Example of a fast way to implement a dictionary lookup

  • Data is on Sheet1, and starts in column A
  • The strings are in column B

Option Explicit

Public Sub SearchStrings()

    Dim ur As Variant, r As Long, d As Object

    Const COL_ID = 2

    Set d = CreateObject("Scripting.Dictionary") 'or Reference to Microsof Scripting Runtime

    d.CompareMode = TextCompare 'Case insensitive, or "BinaryCompare" otherwise

    ur = Sheet1.UsedRange.Columns(COL_ID)   'read strings from column COL_ID into array

    For r = LBound(ur) To UBound(ur)        'populate dictionary; Key = string (unique)
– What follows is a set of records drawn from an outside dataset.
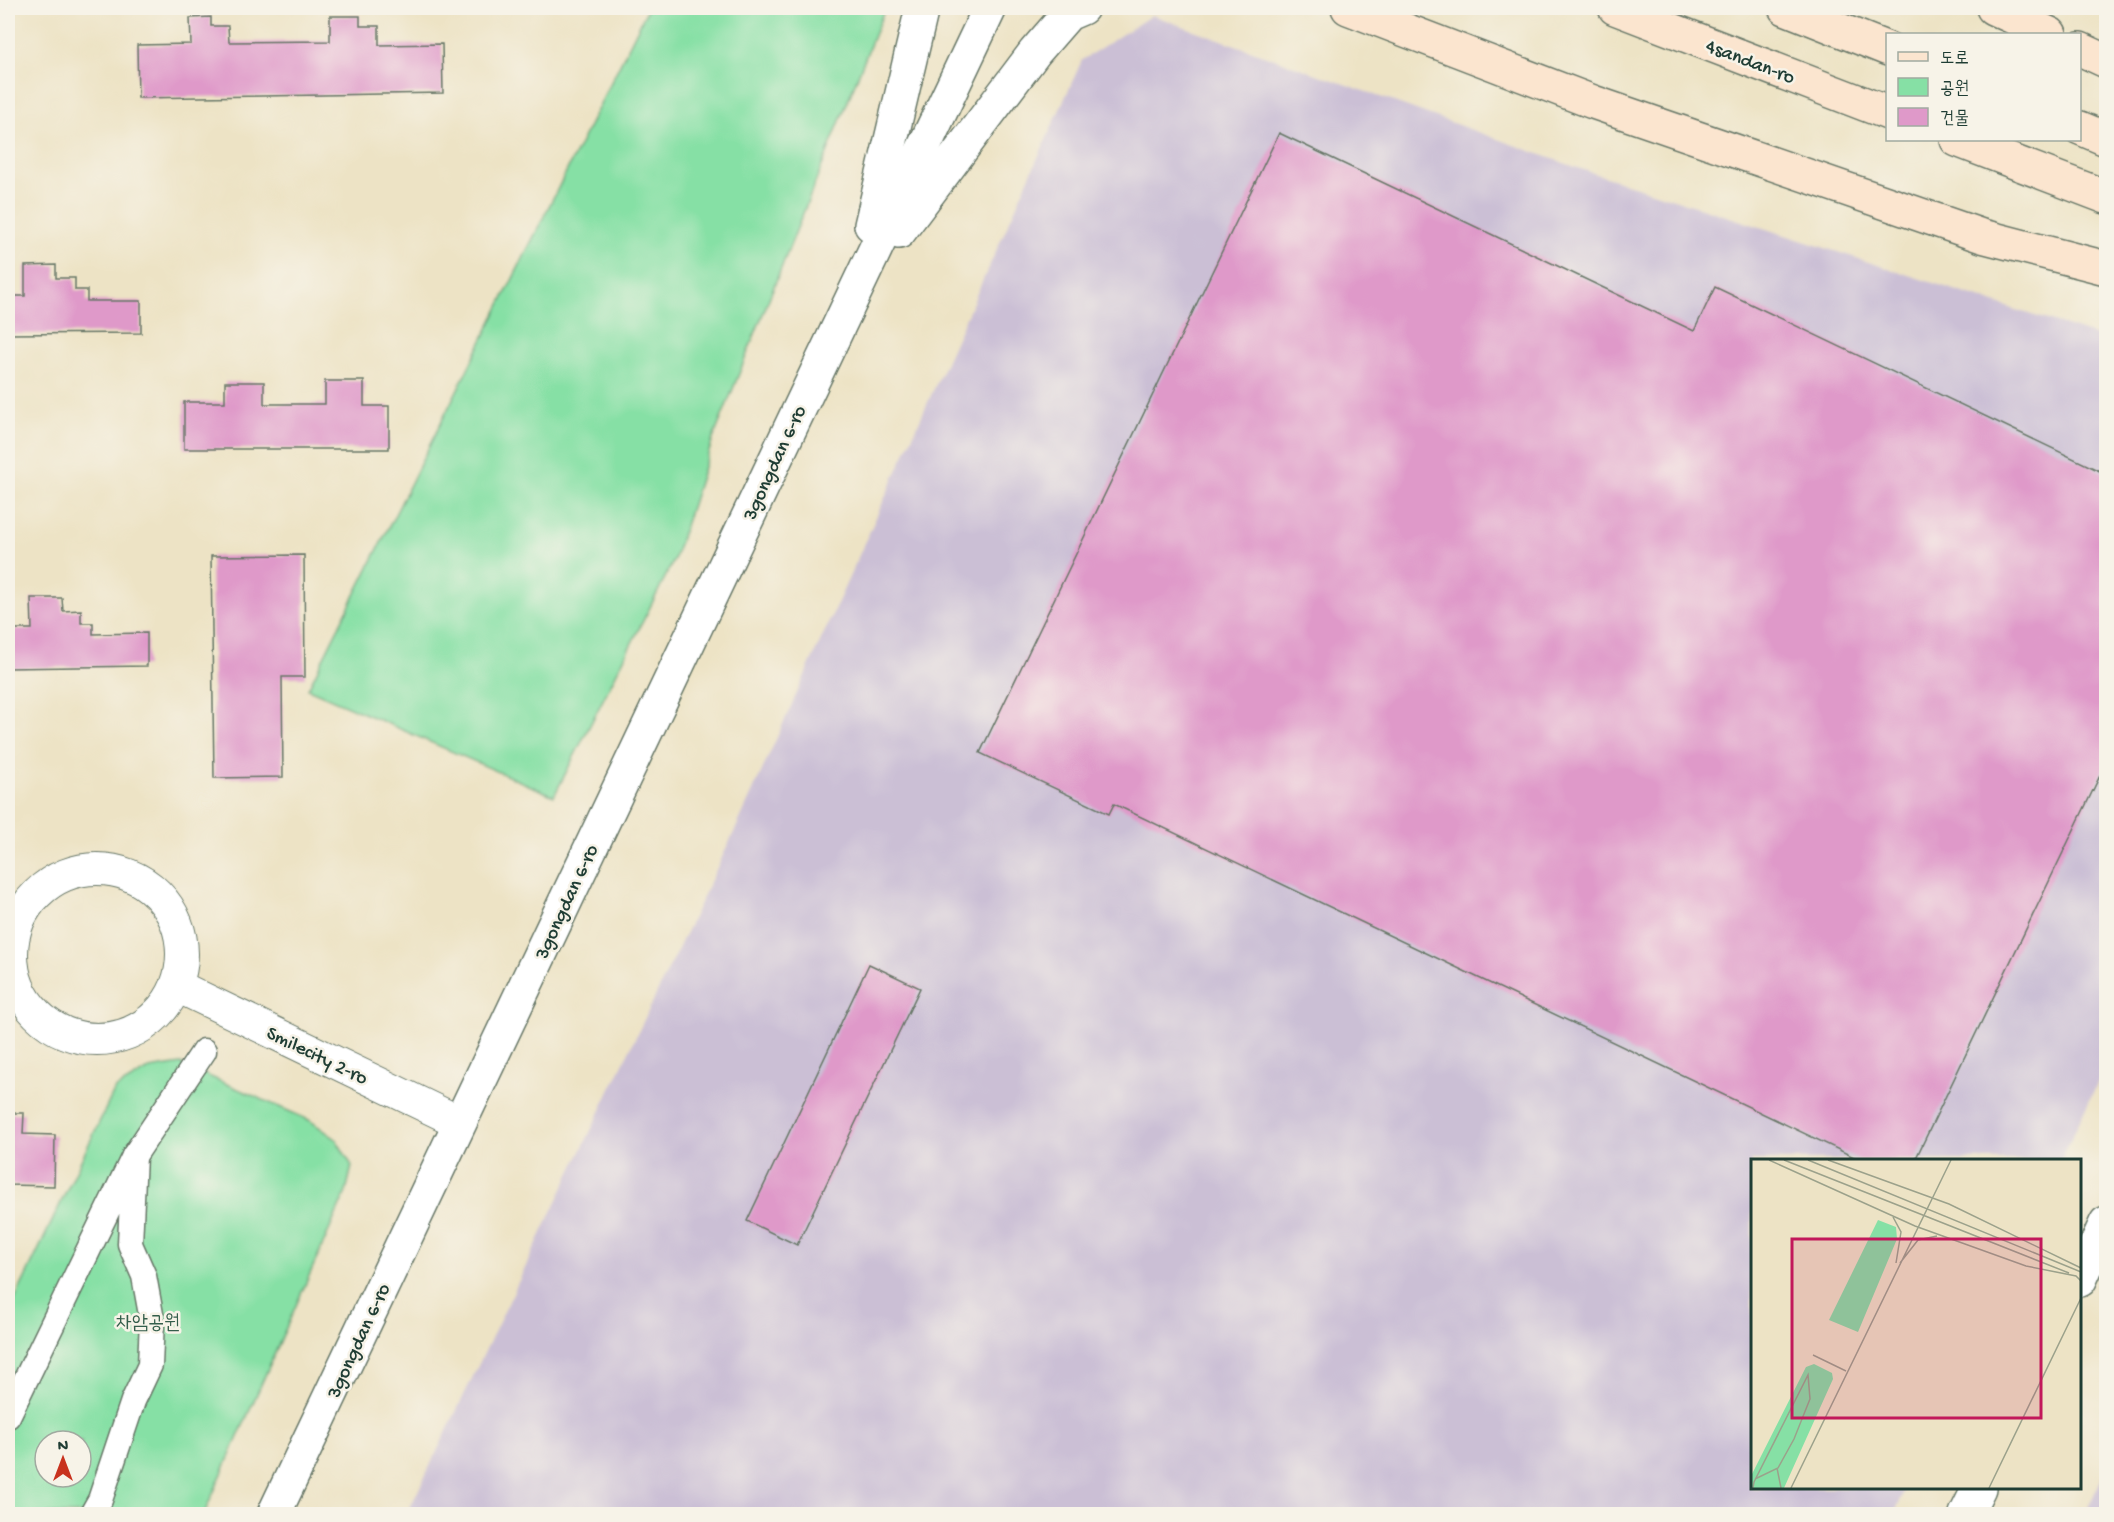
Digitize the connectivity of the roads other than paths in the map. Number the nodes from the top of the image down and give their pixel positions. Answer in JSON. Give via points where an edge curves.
{"nodes":[{"id":1,"x":922,"y":8,"type":"edge"},
{"id":2,"x":990,"y":8,"type":"edge"},
{"id":3,"x":1082,"y":8,"type":"edge"},
{"id":4,"x":1348,"y":8,"type":"edge"},
{"id":5,"x":1614,"y":8,"type":"edge"},
{"id":6,"x":1785,"y":8,"type":"edge"},
{"id":7,"x":1994,"y":8,"type":"edge"},
{"id":8,"x":2048,"y":33,"type":"edge"},
{"id":9,"x":1886,"y":50,"type":"edge"},
{"id":10,"x":2081,"y":50,"type":"edge"},
{"id":11,"x":2106,"y":62,"type":"edge"},
{"id":12,"x":1886,"y":113,"type":"edge"},
{"id":13,"x":2081,"y":129,"type":"edge"},
{"id":14,"x":2106,"y":139,"type":"edge"},
{"id":15,"x":1960,"y":141,"type":"edge"},
{"id":16,"x":2106,"y":197,"type":"edge"},
{"id":17,"x":2106,"y":268,"type":"edge"},
{"id":18,"x":856,"y":288,"type":"junction"},
{"id":19,"x":177,"y":986,"type":"junction"},
{"id":20,"x":204,"y":1051,"type":"dead end"},
{"id":21,"x":459,"y":1122,"type":"junction"},
{"id":22,"x":134,"y":1156,"type":"junction"},
{"id":23,"x":2106,"y":1223,"type":"edge"},
{"id":24,"x":2081,"y":1276,"type":"edge"},
{"id":25,"x":8,"y":1416,"type":"edge"},
{"id":26,"x":1979,"y":1489,"type":"edge"},
{"id":27,"x":92,"y":1515,"type":"edge"},
{"id":28,"x":274,"y":1515,"type":"edge"},
{"id":29,"x":1966,"y":1515,"type":"edge"}],
"edges":[{"from":1,"to":18,"type":"street"},
{"from":2,"to":18,"type":"street"},
{"from":3,"to":18,"type":"street","via":[[1068,14],[1035,52]]},
{"from":4,"to":17,"type":"main road","via":[[1593,102],[1960,228]]},
{"from":5,"to":12,"type":"main road","name":"4sandan-ro"},
{"from":6,"to":9,"type":"main road"},
{"from":7,"to":8,"type":"main road"},
{"from":10,"to":11,"type":"main road"},
{"from":13,"to":14,"type":"main road"},
{"from":15,"to":16,"type":"main road"},
{"from":18,"to":21,"type":"street","name":"3gongdan 6-ro"},
{"from":19,"to":19,"type":"street","via":[[183,958],[179,929],[167,904],[146,884],[121,872],[93,868],[64,874],[40,890],[22,911],[12,938],[12,966],[17,984],[36,1015],[60,1031],[87,1039],[115,1038],[141,1028],[162,1010]]},
{"from":19,"to":21,"type":"street","name":"Smilecity 2-ro"},
{"from":20,"to":22,"type":"street"},
{"from":21,"to":28,"type":"street","name":"3gongdan 6-ro"},
{"from":22,"to":25,"type":"street"},
{"from":22,"to":27,"type":"street","via":[[130,1244],[144,1276],[152,1320],[150,1365]]},
{"from":23,"to":24,"type":"street"},
{"from":26,"to":29,"type":"street"}]}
        If Not IsError(ur(r, 1)) Then d(CStr(ur(r, 1))) = r      'Item = row id

    Next

    Debug.Print d.Keys()(3)     'prints the string in row 3
    Debug.Print d.Items()(3)    'prints the row number of the 3rd string

End Sub

If you want to store string duplicates use this:

        If Not IsError(ur(r, 1)) Then d(COL_ID & "-" & r) = CStr(ur(r, 1))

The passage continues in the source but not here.